公路施工行业近年来存在着企业合并整合的情况[5],这种背景下,将会涉及不同信息系统整合,经常会出现在同一集团下同一业务存在不同分/子公司采用不同信息系统的情况。另外,即使是一直在同一集团下,由于前期没有进行统一规划,也会出现分/子公司在同一业务使用不同信息系统的问题。这就涉及如何对数据进行整合同步的问题。

集团公司作为北部湾投资集团有限公司的二级单位,上级单位采用的人力资源管理系统不同于本公司所采用的人力资源管理系统,但是基于人力资源数据统一管理的要求,需要将公司的人力资源数据同步到上级单位进行统一管理,则需要对数据进行处理后上传到上级单位。对于异构系统如何实现同步,可通过建立数据治理平台、数据仓库,使数据与业务分离,将数据传送到上级单位而不影响业务。数据同步流程如图6所示。

人力资源系统涉及组织、岗位、人员等基础数据,直接更换人力资源系统将影响到公司的其他业务系统,对财务、合同、工程等具体业务将产生重大影响。通过数据仓库建设,实现数据与业务分离,公司无须更换系统,通过数据对接实现业务数据的整合。这种方式减少了系统重复建设,合理利用有效数据资源,达到了降低成本的要求。

人力资源数据同步是数据共享方面的一个典型应用,企业通过数据仓库实现数据共享,减少系统重复建设和数据交互的成本。随着数据治理范围越来越大,梳理的数据资源将越来越多,推动业务部门的积极使用,引导业务部门人员主动挖掘数据的业务价值[6],才能发挥数据治理工作的价值。

2.2業务指标分析

OLAP是数据仓库系统的主要应用,支持复杂的分析操作,侧重决策支持,并且提供直观易懂的查询结果[7]。OLAP是根据决策支持的需求从多角度对信息进行快速、一致、交互地存取,对信息进行不同维度的查询和分析。

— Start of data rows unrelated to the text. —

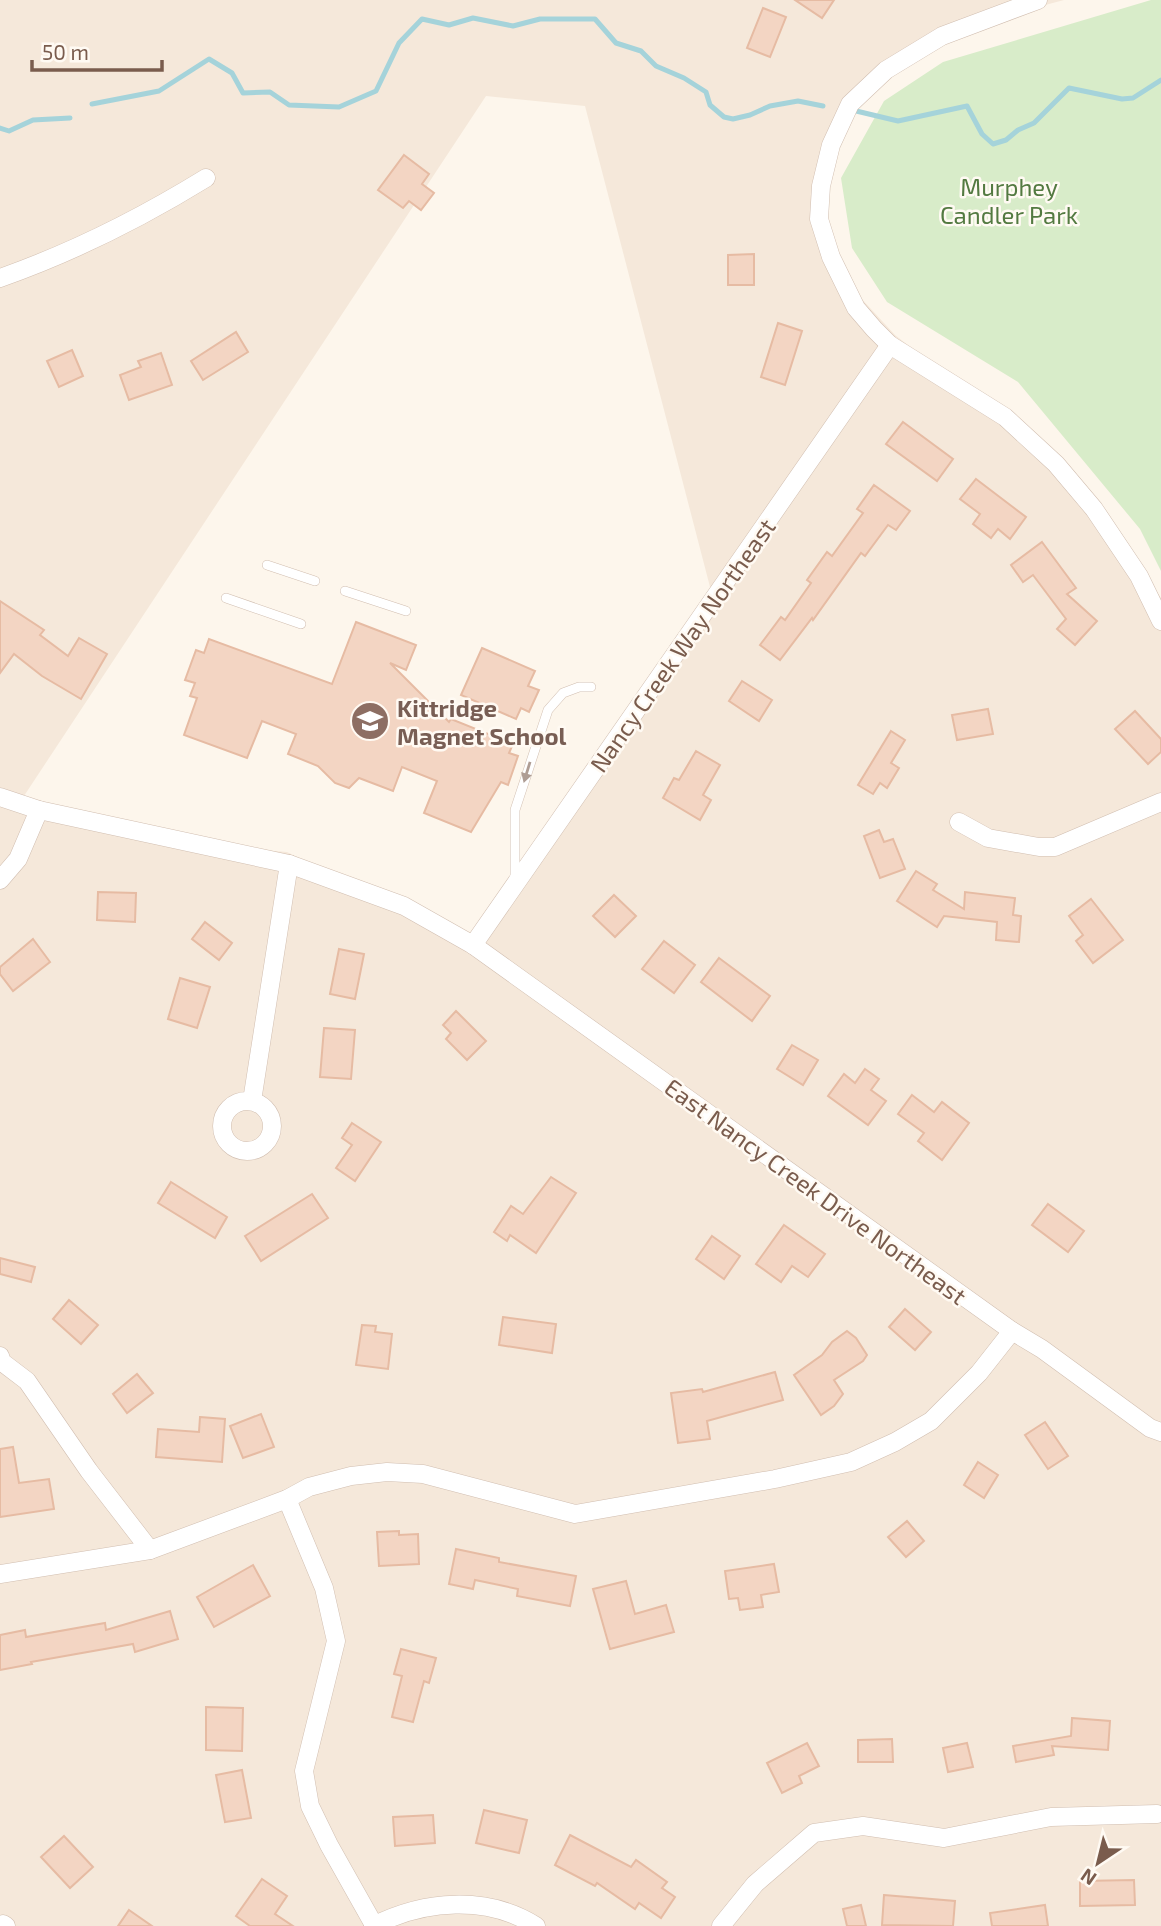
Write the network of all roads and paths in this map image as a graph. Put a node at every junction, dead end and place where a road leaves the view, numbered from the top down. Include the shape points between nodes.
1 (1038, 0) edge
2 (206, 178) dead end
3 (0, 278) edge
4 (890, 345) junction
5 (267, 565) dead end
6 (315, 581) dead end
7 (345, 591) dead end
8 (226, 598) dead end
9 (406, 611) dead end
10 (1161, 621) edge
11 (301, 624) dead end
12 (591, 687) dead end
13 (0, 797) edge
14 (1161, 802) edge
15 (39, 810) junction
16 (960, 822) dead end
17 (289, 864) junction
18 (0, 880) edge
19 (514, 888) junction
20 (473, 945) junction
21 (252, 1101) dead end
22 (1012, 1332) junction
23 (1, 1360) edge
24 (1161, 1432) edge
25 (287, 1499) junction
26 (150, 1550) junction
27 (0, 1574) edge
28 (1157, 1814) dead end
29 (374, 1926) edge
30 (536, 1926) edge
31 (721, 1926) edge

1 - 4 street via 942,36 886,70 850,104 831,145 818,219 856,308
2 - 3 street via 124,224
4 - 10 street via 1005,417 1056,464 1094,509 1139,576
4 - 19 street, Nancy Creek Way Northeast
5 - 6 lane
7 - 9 lane
8 - 11 lane
12 -> 19 lane via 563,693 548,710 515,810
13 - 15 street
14 - 16 street via 1055,846 988,838
15 - 17 street
15 - 18 street via 18,859
17 - 20 street, East Nancy Creek Drive Northeast via 404,906
17 - 21 street
19 - 20 street, Nancy Creek Way Northeast
20 - 22 street, East Nancy Creek Drive Northeast
22 - 24 street, East Nancy Creek Drive Northeast
22 - 25 street via 931,1420 850,1462 575,1514 423,1474 387,1472 309,1487
23 - 26 street via 27,1381
25 - 26 street
25 - 29 street via 324,1588 336,1641 304,1771 310,1806
26 - 27 street
28 - 31 street via 1051,1817 944,1838 863,1826 814,1833 755,1884
29 - 30 street via 406,1911 462,1903 519,1915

(1)业务指标分析则是利用OLAP工具针对特定指标要求进行联机数据访问与分析。根据集团公司财务、经营部门对宏观指标数据的需求,本期对主要业务从集团公司和分/子公司层面进行指标分析。

(2)资金指标分析为集团公司提供资金总量余额,资金走势、分/子公司余额排名、资金结构、资金明细等数据归集和展示,为资金相关操作提供数据支撑。

(3)费用指标分析(见下页图7),可以掌握集团公司及下属分/子公司在财务、管理费用方面的支出情况,可以据此数据作为决策依据,精进业务行为,改善业务状况等。

(4)应收指标分析可通过初期应收掌握集团公司及下属分子公司当期应收未收金额、已收回金额、期末应收余额等信息,可快速针对公司工程业务、项目回款进行调整。

(5)应付指标分析可通过初期应付掌握集团公司及下属分子公司当期应付供应商款项金额,已经实际付款、期末应收余额、应付余额排名等信息,快速针对公司工程业务、项目进行调整。

(6)成本指标分析可通过产值、责任成本、实际成本、利润等经营指标掌握集团公司及下属分子的成本偏差,可针对性及时进行调整。

(7)合同分析可通过合同数量、合同总额、合同结算情况掌握集团公司及下属分/子公司的合同指标数据。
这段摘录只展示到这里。